Maeschalck represented Dutch cyclo-cross racer Denise Betsema in a recent doping case that saw her receive a back-dated six-month suspension after twice testing positive for anabolic androgenic steroid last year.
Maeschalck successfully demonstrated to the UCI that Betsema had no intention of doping and that her positive tests were the result of contaminated supplements and the fault of a Belgian pharmacist.
De Vuyst returned a positive test after an out-of-competition anti-doping control on September 18, 2019, the week prior to the UCI Road World Championships.
According to Het Laatste Nieuws, the A-sample was tested through the National Anti-doping Organisation (NADO) Flanders.
She admitted to the positive test in December, 2019, but pleaded her innocence and requested the analysis of the B-sample, which was tested at the DoCoLab Ghent, according to Het Laatste Nieuws.
Her team, Parkhotel Valkenburg, immediately suspended her.
Last year, De Vuyst won Brabantse Pijl and had been awarded the Flandrienne of the year prize for her 2019 road season.

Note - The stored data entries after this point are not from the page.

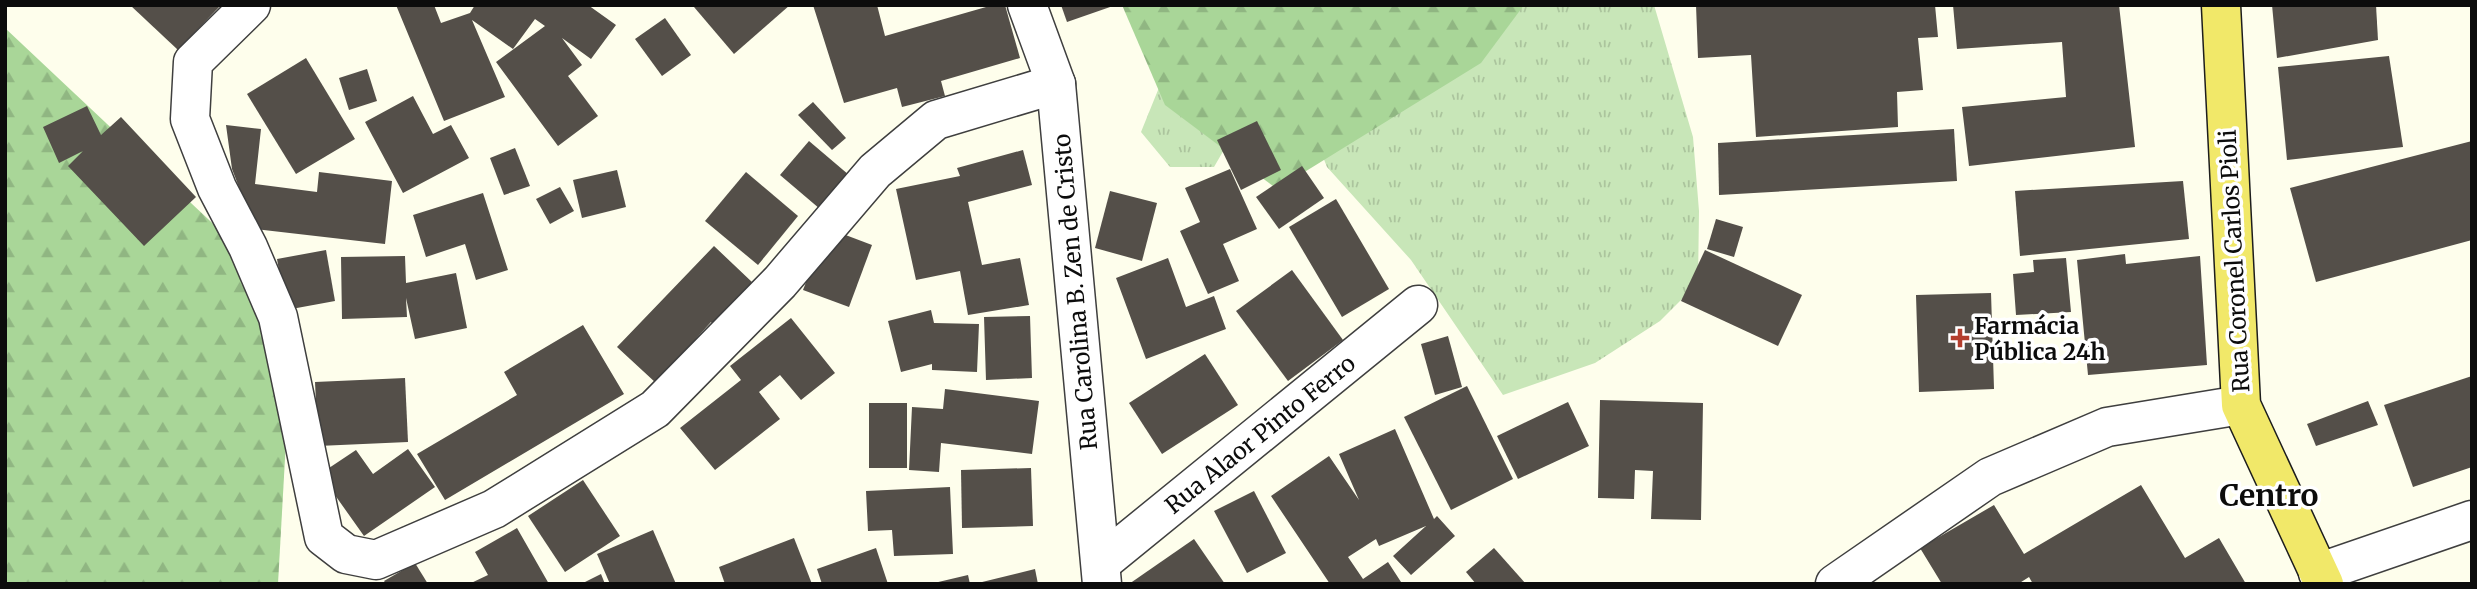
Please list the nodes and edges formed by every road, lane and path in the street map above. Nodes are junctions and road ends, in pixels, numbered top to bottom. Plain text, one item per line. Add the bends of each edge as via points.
1 (1027, 5) edge
2 (2221, 5) edge
3 (256, 9) edge
4 (1056, 84) junction
5 (1418, 305) dead end
6 (2241, 405) junction
7 (2472, 520) edge
8 (1102, 573) edge
9 (2321, 578) edge
10 (1835, 584) edge

1 - 4 street, Rua Carolina B. Zen de Cristo
2 - 6 main road, Rua Coronel Carlos Pioli
3 - 4 street via 192,62 190,119 278,317 324,537 345,554 376,560 494,509 654,409 780,282 875,171 936,120
4 - 8 street, Rua Carolina B. Zen de Cristo
5 - 8 street, Rua Alaor Pinto Ferro
6 - 9 main road, Rua Coronel Carlos Pioli
6 - 10 street via 2107,426 2002,472
7 - 9 street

She had signed a contract to race with Mitchelton-Scott in 2020, however, the WorldTeam announced that they suspended her contract pending the results of an ongoing investigation surrounding her positive test.
Betsema's case raised the ire of several of her fellow cyclo-cross competitors and other outspoken riders, with Katie Compton calling the off-season ban "bullshit".
However, the defense strategy taken is similar to one used by Daryl Impey, who argued that his probenecid positive in 2014 was the result of cross-contamination of the capsules a pharmacist filled for him with bicarbonate soda.
Impey was cleared to race without being handed a formal ban as probenecid, a diuretic, is a specified substance under the WADA code.
Androgenic steroids are not specified substances and any amount of the drug in a riders' sample is considered an anti-doping rule violation, but UCI rules allow for bans lower than the minimum of four years in cases of 'unintentional' anti-doping rule violations.